(Problem description)
Restate each entry below word for word, without skipping any.

Material for this task Start Marker

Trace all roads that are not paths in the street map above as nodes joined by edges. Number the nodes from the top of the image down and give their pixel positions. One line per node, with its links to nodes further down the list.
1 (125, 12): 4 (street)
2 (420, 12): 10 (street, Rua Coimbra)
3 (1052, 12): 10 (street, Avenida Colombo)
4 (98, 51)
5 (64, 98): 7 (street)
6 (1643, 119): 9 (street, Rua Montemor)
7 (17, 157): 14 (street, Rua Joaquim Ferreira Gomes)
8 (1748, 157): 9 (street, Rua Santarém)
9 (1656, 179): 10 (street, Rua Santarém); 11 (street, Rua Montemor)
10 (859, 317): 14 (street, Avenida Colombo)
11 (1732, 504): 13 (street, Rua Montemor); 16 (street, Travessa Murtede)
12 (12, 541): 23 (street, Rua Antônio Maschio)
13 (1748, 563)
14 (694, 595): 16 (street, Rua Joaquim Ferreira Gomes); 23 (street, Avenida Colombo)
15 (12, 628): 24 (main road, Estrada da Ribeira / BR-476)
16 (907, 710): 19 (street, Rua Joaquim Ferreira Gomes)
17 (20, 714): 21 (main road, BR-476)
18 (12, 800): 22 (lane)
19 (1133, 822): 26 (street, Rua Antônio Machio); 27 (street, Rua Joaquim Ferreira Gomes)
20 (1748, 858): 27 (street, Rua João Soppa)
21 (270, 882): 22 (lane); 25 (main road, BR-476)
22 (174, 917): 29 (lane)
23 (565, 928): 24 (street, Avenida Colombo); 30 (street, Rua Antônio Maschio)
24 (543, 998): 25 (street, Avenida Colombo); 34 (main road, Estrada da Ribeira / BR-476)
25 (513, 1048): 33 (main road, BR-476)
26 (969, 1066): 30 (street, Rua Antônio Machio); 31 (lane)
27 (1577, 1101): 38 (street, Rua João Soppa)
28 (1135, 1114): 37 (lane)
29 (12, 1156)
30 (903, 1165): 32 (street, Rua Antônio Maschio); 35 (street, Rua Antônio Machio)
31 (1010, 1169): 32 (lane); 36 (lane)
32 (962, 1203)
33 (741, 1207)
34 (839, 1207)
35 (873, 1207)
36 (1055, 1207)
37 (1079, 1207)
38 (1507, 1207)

Material for this task End Marker

(Solved exercise)
Trace all roads that are not paths in the street map above as nodes joined by edges. Number the nodes from the top of the image down and give their pixel positions. One line per node, with its links to nodes further down the list.
1 (125, 12): 4 (street)
2 (420, 12): 10 (street, Rua Coimbra)
3 (1052, 12): 10 (street, Avenida Colombo)
4 (98, 51)
5 (64, 98): 7 (street)
6 (1643, 119): 9 (street, Rua Montemor)
7 (17, 157): 14 (street, Rua Joaquim Ferreira Gomes)
8 (1748, 157): 9 (street, Rua Santarém)
9 (1656, 179): 10 (street, Rua Santarém); 11 (street, Rua Montemor)
10 (859, 317): 14 (street, Avenida Colombo)
11 (1732, 504): 13 (street, Rua Montemor); 16 (street, Travessa Murtede)
12 (12, 541): 23 (street, Rua Antônio Maschio)
13 (1748, 563)
14 (694, 595): 16 (street, Rua Joaquim Ferreira Gomes); 23 (street, Avenida Colombo)
15 (12, 628): 24 (main road, Estrada da Ribeira / BR-476)
16 (907, 710): 19 (street, Rua Joaquim Ferreira Gomes)
17 (20, 714): 21 (main road, BR-476)
18 (12, 800): 22 (lane)
19 (1133, 822): 26 (street, Rua Antônio Machio); 27 (street, Rua Joaquim Ferreira Gomes)
20 (1748, 858): 27 (street, Rua João Soppa)
21 (270, 882): 22 (lane); 25 (main road, BR-476)
22 (174, 917): 29 (lane)
23 (565, 928): 24 (street, Avenida Colombo); 30 (street, Rua Antônio Maschio)
24 (543, 998): 25 (street, Avenida Colombo); 34 (main road, Estrada da Ribeira / BR-476)
25 (513, 1048): 33 (main road, BR-476)
26 (969, 1066): 30 (street, Rua Antônio Machio); 31 (lane)
27 (1577, 1101): 38 (street, Rua João Soppa)
28 (1135, 1114): 37 (lane)
29 (12, 1156)
30 (903, 1165): 32 (street, Rua Antônio Maschio); 35 (street, Rua Antônio Machio)
31 (1010, 1169): 32 (lane); 36 (lane)
32 (962, 1203)
33 (741, 1207)
34 (839, 1207)
35 (873, 1207)
36 (1055, 1207)
37 (1079, 1207)
38 (1507, 1207)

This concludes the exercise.